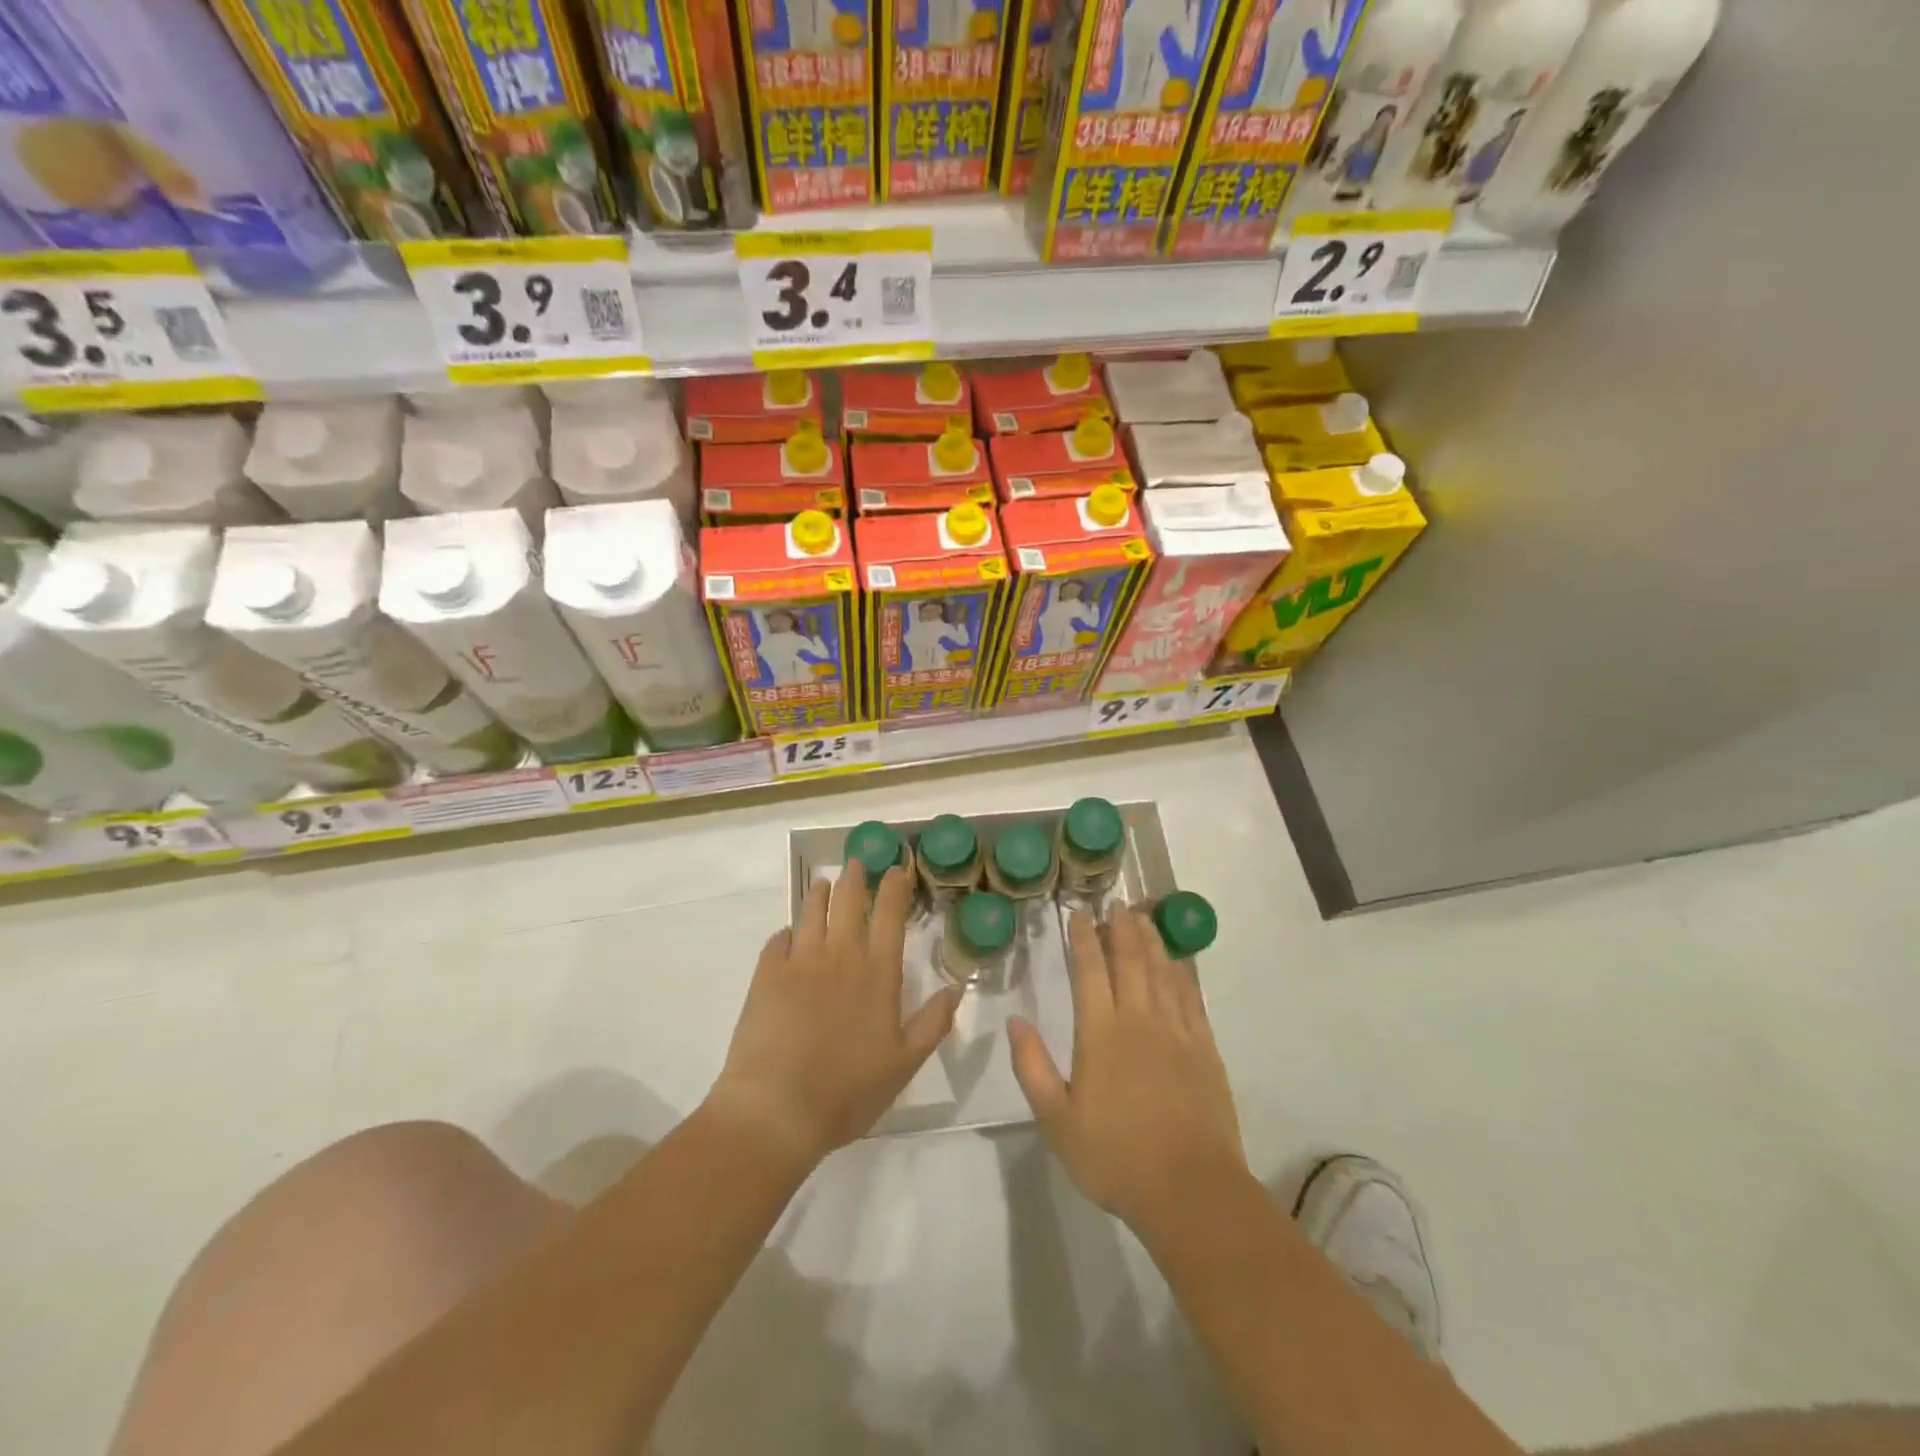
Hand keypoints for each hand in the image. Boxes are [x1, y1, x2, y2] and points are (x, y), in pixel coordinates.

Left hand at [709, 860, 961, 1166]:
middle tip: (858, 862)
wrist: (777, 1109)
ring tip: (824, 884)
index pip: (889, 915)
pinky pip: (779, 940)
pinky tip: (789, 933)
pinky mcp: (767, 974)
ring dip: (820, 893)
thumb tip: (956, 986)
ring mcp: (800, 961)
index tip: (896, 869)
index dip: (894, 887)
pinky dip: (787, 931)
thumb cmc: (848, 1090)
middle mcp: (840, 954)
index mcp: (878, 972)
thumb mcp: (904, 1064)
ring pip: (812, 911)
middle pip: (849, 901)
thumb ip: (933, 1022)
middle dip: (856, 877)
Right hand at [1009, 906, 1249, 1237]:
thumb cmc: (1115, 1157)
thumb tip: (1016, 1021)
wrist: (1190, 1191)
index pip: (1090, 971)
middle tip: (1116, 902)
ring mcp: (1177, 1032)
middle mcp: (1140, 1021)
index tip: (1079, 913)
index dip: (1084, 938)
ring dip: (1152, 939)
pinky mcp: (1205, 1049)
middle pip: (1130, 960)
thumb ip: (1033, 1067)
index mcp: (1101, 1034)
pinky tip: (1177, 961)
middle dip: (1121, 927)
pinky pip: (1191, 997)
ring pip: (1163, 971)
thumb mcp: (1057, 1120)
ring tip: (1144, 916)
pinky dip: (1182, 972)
════════
◆ TASK DETAILS ◆
Leaving the pictures out, write out every entry exactly.

◆ EXERCISE RESULT ◆
Hand keypoints for each hand in the image. Boxes are [x1, y1, x2, y2] and points are (x, y), in pixel coordinates.

Left hand at [709, 860, 961, 1166]:
middle tip: (858, 862)
wrist: (777, 1109)
ring tip: (824, 884)
index pip: (889, 915)
pinky pip: (779, 940)
pinky tip: (789, 933)
pinky mcp: (767, 974)
ring dip: (820, 893)
thumb tip: (956, 986)
ring mcp: (800, 961)
index tip: (896, 869)
index dip: (894, 887)
pinky dip: (787, 931)
thumb cmc: (848, 1090)
middle mcp: (840, 954)
index mcp: (878, 972)
thumb mcp: (904, 1064)
ring pip: (812, 911)
middle pip: (849, 901)
thumb ip: (933, 1022)
middle dip: (856, 877)
Right hand at [1009, 906, 1249, 1237]:
thumb cmc: (1115, 1157)
thumb tip: (1016, 1021)
wrist: (1190, 1191)
index pip: (1090, 971)
middle tip: (1116, 902)
ring mcp: (1177, 1032)
middle mcp: (1140, 1021)
index tip: (1079, 913)
index dip: (1084, 938)
ring dip: (1152, 939)
pinky mcp: (1205, 1049)
middle pip: (1130, 960)
thumb ip: (1033, 1067)
index mcp: (1101, 1034)
pinky tip: (1177, 961)
middle dip: (1121, 927)
pinky pip: (1191, 997)
ring pip: (1163, 971)
thumb mcp: (1057, 1120)
ring tip: (1144, 916)
pinky dip: (1182, 972)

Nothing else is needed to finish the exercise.